README.md

# Ergo
Elixir Parser Combinators
Author: Matt Mower <matt@theartofnavigation.co.uk>
Version: 0.3.3

## Getting Help

If you decide to use Ergo and you want help please come find me in the [Elixir Discord](https://discord.gg/elixir) (where I am __sandbags__). Regardless, I would love to hear from you about problems and or suggestions for improvement.

# What is Ergo?

Ergo is an Elixir language parser combinator library. The name 'ergo' means 'therefore' means 'for that reason' which seemed appropriate for a parser.

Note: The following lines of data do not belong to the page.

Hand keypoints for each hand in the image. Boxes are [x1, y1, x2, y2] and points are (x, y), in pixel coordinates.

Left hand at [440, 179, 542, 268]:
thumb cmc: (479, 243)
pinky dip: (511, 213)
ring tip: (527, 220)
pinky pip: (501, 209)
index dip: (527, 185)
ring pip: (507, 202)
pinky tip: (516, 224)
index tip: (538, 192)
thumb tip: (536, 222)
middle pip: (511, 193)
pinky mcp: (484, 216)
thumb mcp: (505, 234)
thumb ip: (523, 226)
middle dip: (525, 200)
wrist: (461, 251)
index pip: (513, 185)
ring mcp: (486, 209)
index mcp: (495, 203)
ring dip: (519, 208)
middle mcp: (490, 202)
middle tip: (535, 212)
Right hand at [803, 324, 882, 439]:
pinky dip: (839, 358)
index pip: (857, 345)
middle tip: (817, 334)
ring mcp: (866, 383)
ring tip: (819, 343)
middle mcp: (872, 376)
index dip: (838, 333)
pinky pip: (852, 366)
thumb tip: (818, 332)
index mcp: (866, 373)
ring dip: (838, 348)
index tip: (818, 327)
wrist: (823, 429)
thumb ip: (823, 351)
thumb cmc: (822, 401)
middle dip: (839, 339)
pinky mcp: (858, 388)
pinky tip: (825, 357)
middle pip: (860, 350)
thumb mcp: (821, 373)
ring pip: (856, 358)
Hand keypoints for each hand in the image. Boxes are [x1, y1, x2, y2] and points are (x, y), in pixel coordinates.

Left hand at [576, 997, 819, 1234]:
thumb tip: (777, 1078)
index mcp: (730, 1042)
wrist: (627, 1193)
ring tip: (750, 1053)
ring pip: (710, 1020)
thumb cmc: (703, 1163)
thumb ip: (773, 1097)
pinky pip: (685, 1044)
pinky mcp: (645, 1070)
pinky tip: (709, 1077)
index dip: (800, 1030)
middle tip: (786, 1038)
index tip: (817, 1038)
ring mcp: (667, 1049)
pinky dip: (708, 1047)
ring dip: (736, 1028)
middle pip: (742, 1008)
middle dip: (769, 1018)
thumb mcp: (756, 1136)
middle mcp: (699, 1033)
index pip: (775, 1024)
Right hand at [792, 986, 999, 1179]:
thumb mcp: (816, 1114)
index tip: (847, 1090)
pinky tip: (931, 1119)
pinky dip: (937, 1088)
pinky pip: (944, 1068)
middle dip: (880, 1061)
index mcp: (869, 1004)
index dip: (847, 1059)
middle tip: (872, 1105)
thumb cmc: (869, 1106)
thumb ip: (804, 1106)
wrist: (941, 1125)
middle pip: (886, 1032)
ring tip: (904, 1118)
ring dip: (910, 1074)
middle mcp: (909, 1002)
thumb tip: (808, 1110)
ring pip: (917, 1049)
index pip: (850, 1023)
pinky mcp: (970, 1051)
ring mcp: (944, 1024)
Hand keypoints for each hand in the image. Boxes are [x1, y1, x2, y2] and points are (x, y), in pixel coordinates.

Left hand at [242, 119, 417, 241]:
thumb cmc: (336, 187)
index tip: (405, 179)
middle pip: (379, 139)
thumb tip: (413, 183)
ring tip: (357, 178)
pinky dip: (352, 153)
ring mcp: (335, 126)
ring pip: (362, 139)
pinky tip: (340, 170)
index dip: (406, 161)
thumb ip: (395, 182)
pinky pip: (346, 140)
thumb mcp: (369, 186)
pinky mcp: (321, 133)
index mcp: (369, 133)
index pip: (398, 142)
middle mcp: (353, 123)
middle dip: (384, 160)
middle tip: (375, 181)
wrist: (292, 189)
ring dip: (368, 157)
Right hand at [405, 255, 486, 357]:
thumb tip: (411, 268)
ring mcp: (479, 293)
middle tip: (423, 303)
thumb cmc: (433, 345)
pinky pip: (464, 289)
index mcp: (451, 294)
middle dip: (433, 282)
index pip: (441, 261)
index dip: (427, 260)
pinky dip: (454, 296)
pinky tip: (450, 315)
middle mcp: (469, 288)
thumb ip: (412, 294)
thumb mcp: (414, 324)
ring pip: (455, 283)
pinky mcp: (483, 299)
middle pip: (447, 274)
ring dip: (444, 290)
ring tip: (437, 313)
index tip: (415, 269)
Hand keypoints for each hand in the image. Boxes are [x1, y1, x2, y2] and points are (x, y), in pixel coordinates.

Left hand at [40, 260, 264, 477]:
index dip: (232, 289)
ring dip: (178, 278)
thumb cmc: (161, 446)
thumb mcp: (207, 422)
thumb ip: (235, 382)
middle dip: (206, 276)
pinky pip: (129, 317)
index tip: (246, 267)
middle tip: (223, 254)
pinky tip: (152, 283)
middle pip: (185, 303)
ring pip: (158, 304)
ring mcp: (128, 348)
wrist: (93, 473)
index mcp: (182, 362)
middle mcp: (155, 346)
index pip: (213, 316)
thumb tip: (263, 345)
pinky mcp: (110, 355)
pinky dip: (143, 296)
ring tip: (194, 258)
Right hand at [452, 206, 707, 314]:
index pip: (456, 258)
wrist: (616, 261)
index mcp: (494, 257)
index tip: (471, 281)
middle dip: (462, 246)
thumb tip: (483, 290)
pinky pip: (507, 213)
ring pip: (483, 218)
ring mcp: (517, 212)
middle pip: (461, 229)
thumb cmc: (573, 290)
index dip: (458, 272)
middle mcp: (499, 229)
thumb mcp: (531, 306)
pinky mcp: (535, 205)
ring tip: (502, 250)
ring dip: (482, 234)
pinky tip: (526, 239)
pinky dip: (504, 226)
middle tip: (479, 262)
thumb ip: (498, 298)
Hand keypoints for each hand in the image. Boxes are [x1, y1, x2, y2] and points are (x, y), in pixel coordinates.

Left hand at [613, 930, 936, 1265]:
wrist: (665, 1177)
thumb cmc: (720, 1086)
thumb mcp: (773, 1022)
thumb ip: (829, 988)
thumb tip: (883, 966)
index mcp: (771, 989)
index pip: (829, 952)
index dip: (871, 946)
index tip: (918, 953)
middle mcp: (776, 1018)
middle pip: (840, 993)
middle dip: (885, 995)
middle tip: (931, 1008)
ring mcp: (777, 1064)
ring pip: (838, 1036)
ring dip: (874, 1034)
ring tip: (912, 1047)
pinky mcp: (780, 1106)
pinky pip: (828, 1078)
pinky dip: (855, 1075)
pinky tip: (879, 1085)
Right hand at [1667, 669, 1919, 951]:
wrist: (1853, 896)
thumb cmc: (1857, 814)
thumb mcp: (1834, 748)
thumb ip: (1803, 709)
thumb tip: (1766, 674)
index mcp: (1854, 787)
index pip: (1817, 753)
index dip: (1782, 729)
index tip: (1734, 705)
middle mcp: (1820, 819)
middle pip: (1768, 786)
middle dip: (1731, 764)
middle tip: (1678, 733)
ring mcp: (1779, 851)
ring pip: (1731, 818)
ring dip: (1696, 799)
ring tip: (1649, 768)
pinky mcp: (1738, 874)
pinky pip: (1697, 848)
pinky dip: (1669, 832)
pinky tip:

There are already at least two mature parser combinator libraries for Elixir: [NimbleParsec](https://github.com/dashbitco/nimble_parsec) and [ExSpirit](https://github.com/OvermindDL1/ex_spirit) so why write another one?

First I am learning about writing parsers with parser combinators and implementing my own seemed like a good way to learn more. I was especially motivated by Saša Jurić's talk where he [builds up parser combinators from the ground up](https://www.youtube.com/watch?v=xNzoerDljjo). Ergo owes quite a lot to his style.

Second the code of both ExSpirit & NimbleParsec is, given my relatively limited experience of Elixir, a little hard to digest. I wanted to handle errors better than I'd seen in any of their examples (which seemed to ignore this issue) and finding the code hard to understand made it difficult to do that.

So there are some notable differences between Ergo and NP/ExS that perhaps justify its existence:

Firstly, and perhaps most difficult to notice, is that Ergo is implemented in terms of functions only, while ExS/NP both make significant use of macros. My understanding is not sophisticated enough to understand quite what the macros are buying the user but I was able to do without them. But I find the Ergo code relatively easy to read after writing it.

Second Ergo is built with error handling as one of its priorities. Internally, Ergo parsers are not bare functions but `Parser` structs that assist with debugging. This takes the form of logging parser operations and cycle detection. See further down for more information. 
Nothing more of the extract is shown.